Ketika seseorang diperlakukan secara tidak adil karena
karakteristik suku, antar golongan, kelamin, ras, agama dan kepercayaan, aliran
politik, kondisi fisik atau karateristik lain yang diduga merupakan dasar dari
tindakan diskriminasi
Diskriminasi langsung, terjadi saat hukum, peraturan atau kebijakan jelas-jelas menyebutkan
karakteristik tertentu, seperti jenis kelamin,
ras, dan sebagainya, dan menghambat adanya peluang yang sama.
Diskriminasi tidak langsung, terjadi saat peraturan yang bersifat netral menjadi
diskriminatif saat diterapkan di lapangan.
Diskriminasi di tempat kerja
Diskriminasi dapat terjadi dalam berbagai
macam bentuk:
·
dari struktur gaji,
·
kondisi kerja secara
umum yang bersifat diskriminatif.
Diskriminasi di tempat kerja berarti mencegah seseorang memenuhi aspirasi profesional dan
pribadinya tanpa mengindahkan prestasi yang dimilikinya.
Teori statistik diskriminasi berdasar pada pendapat bahwa
perusahaan tidak dapat mengontrol produktivitas pekerja secara individual.
Alhasil, pengusaha cenderung menyandarkan diri pada karakteristik-karakteristik
kasat mata, seperti ras atau jenis kelamin, sebagai indikator produktivitas,
seringkali diasumsikan anggota dari kelompok tertentu memiliki tingkat
produktivitas lebih rendah.
PERBEDAAN PRASANGKA DAN DISKRIMINASI
Sikap yang negatif terhadap sesuatu, disebut
Prasangka. Walaupun dapat kita garis bawahi prasangka dapat juga dalam
pengertian positif. Prasangka bersumber dari suatu sikap. Diskriminasi menunjuk
kepada suatu tindakan. Dalam pergaulan sehari-hari sikap berprasangka dan
diskriminasi seolah-olah menyatu dan tidak dapat dipisahkan.

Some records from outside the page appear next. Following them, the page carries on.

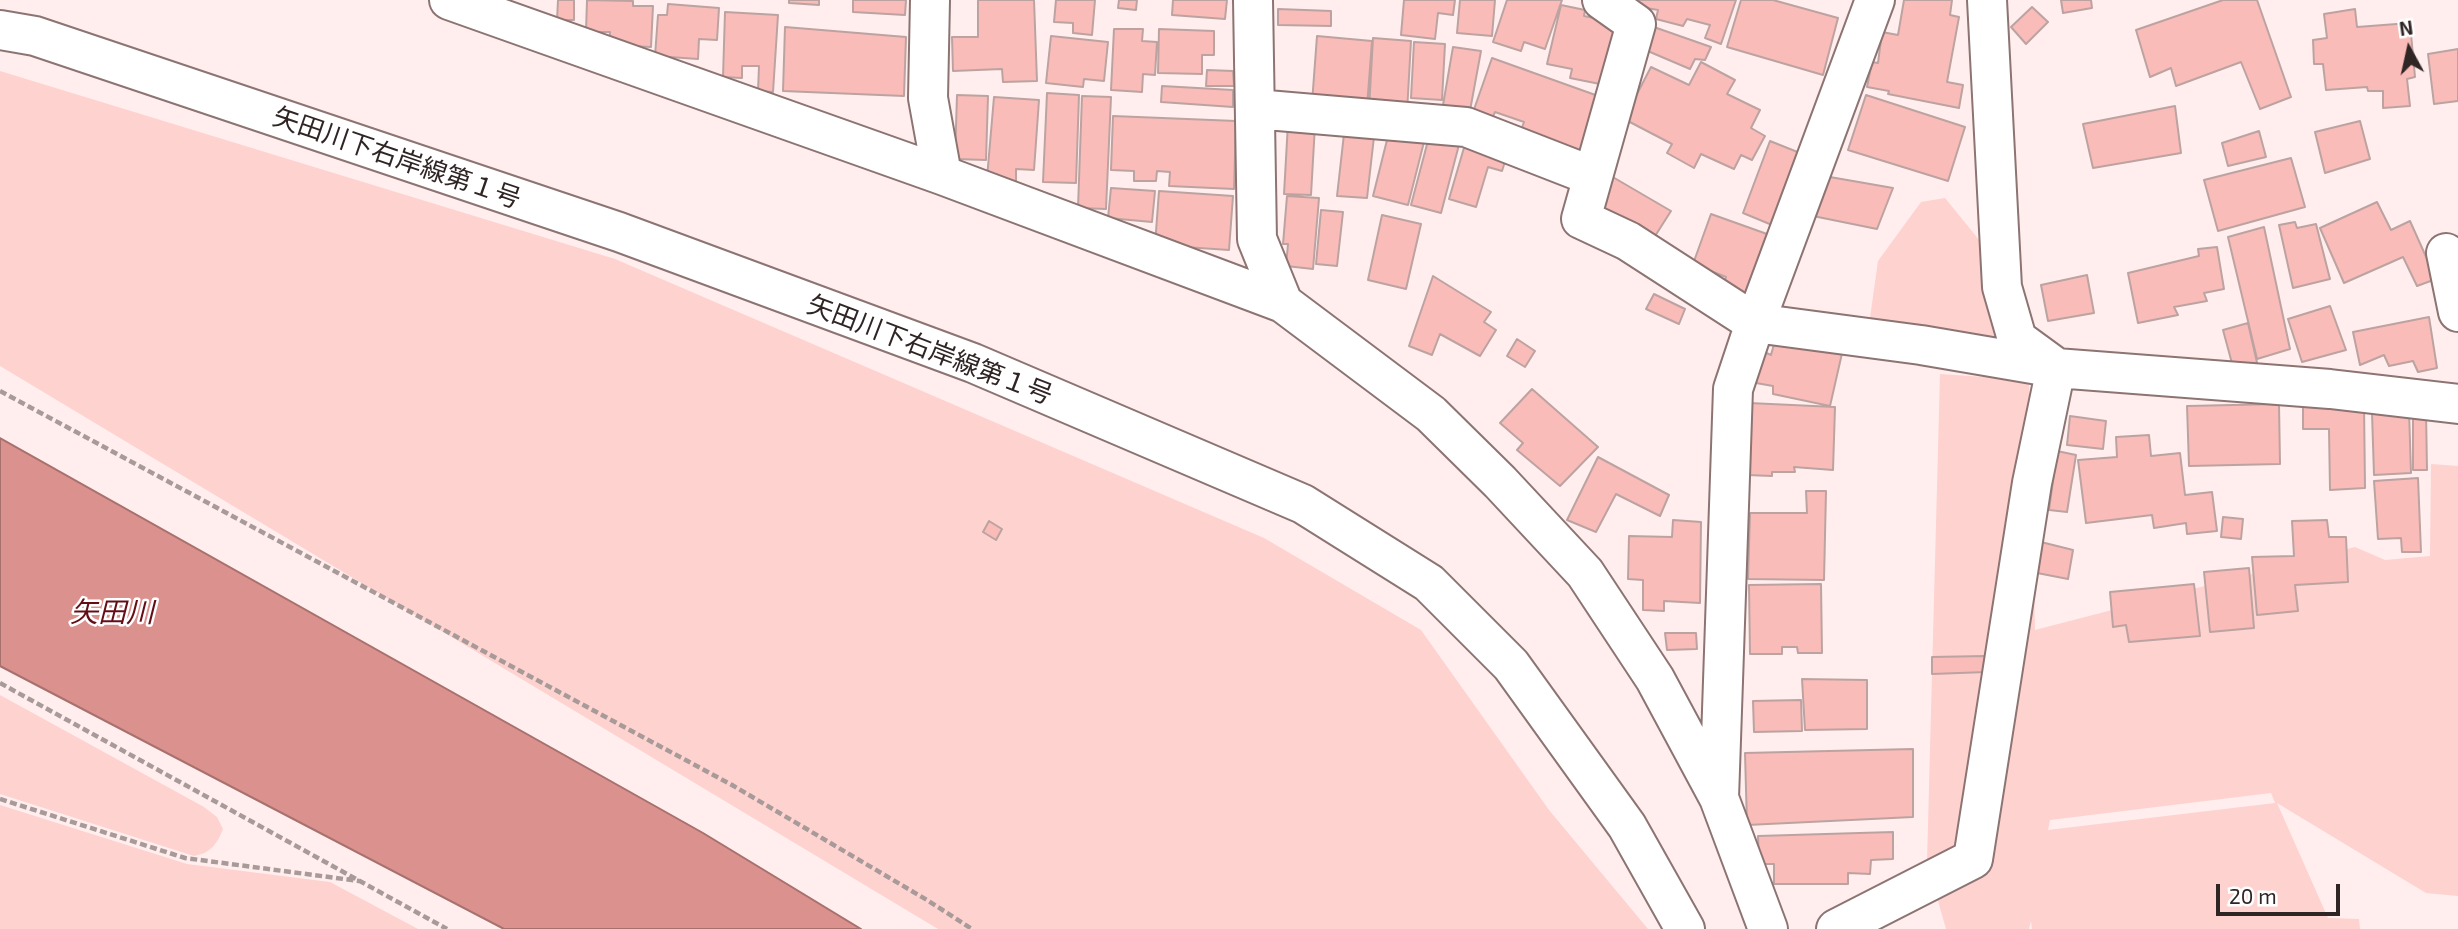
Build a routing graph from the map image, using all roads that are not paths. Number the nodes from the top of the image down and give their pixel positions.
1 (449, 0) edge
2 (930, 0) edge
3 (1253, 0) edge
4 (1602, 0) edge
5 (1875, 0) edge
6 (1987, 0) edge
7 (533, 15) edge
8 (0, 30) edge
9 (1255, 110) junction
10 (942, 175) junction
11 (1592, 176) junction
12 (2446, 253) dead end
13 (1283, 303) junction
14 (2458, 312) edge
15 (1755, 323) junction
16 (2056, 368) junction
17 (2458, 404) edge
18 (1720, 798) junction
19 (1685, 929) edge
20 (1768, 929) edge
21 (1836, 929) edge

1 - 7 street
2 - 10 street
3 - 9 street
4 - 11 street
5 - 15 street
6 - 16 street
7 - 10 street
8 - 19 street, 矢田川下右岸線第１号
9 - 11 street
9 - 13 street
10 - 13 street
11 - 15 street
12 - 14 street
13 - 18 street
15 - 16 street
15 - 18 street
16 - 17 street
16 - 21 street
18 - 20 street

Seseorang yang mempunyai prasangka rasial
biasanya bertindak diskriminasi terhadap yang diprasangkainya. Walaupun begitu,
biasa saja seseorang bertindak diskriminatif tanpa latar belakang pada suatu
prasangka. Demikian juga sebaliknya, seseorang yang berprasangka dapat saja
berperilaku tidak diskriminatif.
Sikap berprasangka jelas tidak adil, sebab
sikap yang diambil hanya berdasarkan pada pengalaman atau aoa yang didengar.

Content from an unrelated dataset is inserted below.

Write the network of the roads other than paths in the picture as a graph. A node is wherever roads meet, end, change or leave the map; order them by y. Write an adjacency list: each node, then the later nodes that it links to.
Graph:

Lebih-lebih lagi bila sikap berprasangka itu muncul dari jalan fikiran sepintas,
untuk kemudian disimpulkan dan dibuat pukul rata sebagai sifat dari seluruh
anggota kelompok sosial tertentu.
Sebab - sebab timbulnya prasangka dan diskriminasi, yaitu :
a. Berlatar belakang sejarah
b. Dilatarbelakangi oleh perkembangan sosial - kultural dan
situasional
c. Bersumber dari faktor kepribadian
d. Berlatar belakang dari perbedaan keyakinan, kepercayaan dan
agama
Daya atau upaya untuk mengurangi / menghilangkan prasangka dan
diskriminasi, yaitu :
a. Perbaikan kondisi sosial ekonomi
b. Perluasan kesempatan belajar
c. Sikap terbuka dan sikap lapang
C. ETNOSENTRISME
Etnosentrisme adalah sikap yang menggunakan pandangan dan cara
hidup dari sudut pandangnya sebagai tolok ukur untuk menilai kelompok lain.

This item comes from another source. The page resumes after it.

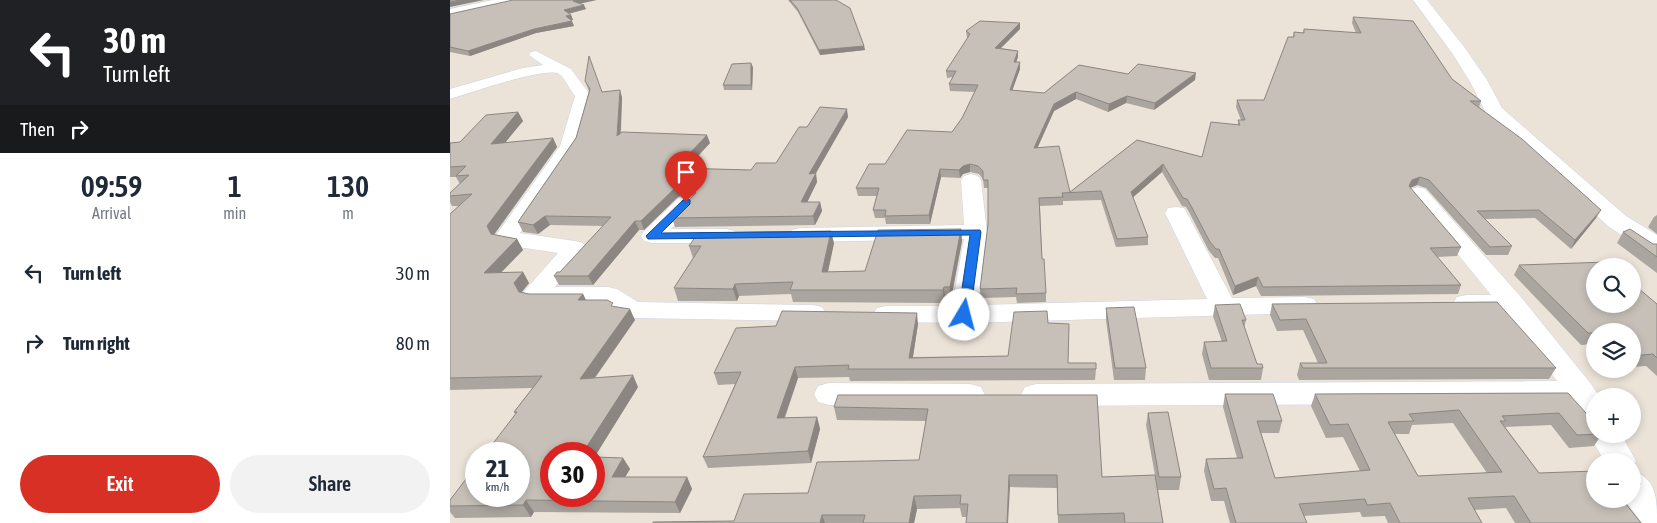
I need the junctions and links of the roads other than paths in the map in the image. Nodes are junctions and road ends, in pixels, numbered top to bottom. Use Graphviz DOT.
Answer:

Apabila tidak dikelola dengan baik, perbedaan budaya dan adat
istiadat antarkelompok masyarakat tersebut akan menimbulkan konflik sosial
akibat adanya sikap etnosentrisme. Sikap tersebut timbul karena adanya anggapan
suatu kelompok masyarakat bahwa mereka memiliki pandangan hidup dan sistem
nilai yang berbeda dengan kelompok masyarakat lainnya.
Setiap suku bangsa atau ras tertentu akan memiliki ciri khas
kebudayan, yang sekaligus menjadi suatu kebanggaan mereka. Suku bangsa, ras
tersebut dalam kehidupan sehari-hari bertingkah laku sejalan dengan norma -
norma, nilai - nilai yang terkandung dan tersirat dalam kebudayan tersebut.
Etnosentrisme ialah suatu kecendrungan yang menganggap nilai -
nilai dan norma - norma kebudayaannya sendiri dengan suatu yang prima, terbaik,
mutlak dan dipergunakannya sebagai tolak ukur untuk menilai dan membedakannya
dengan kebudayaan lain.
Etnosentrisme nampaknya merupakan gejala sosial yang universal
dan sikap yang demikian biasanya dilakukan secara tidak sadar. Dengan demikian
etnosentrisme merupakan kecenderungan tak sadar untuk menginterprestasikan atau
menilai kelompok lain dengan tolak ukur kebudayaannya sendiri. Sikap
etnosentrisme dalam tingkah laku berkomunikasi nampak canggung, tidak luwes.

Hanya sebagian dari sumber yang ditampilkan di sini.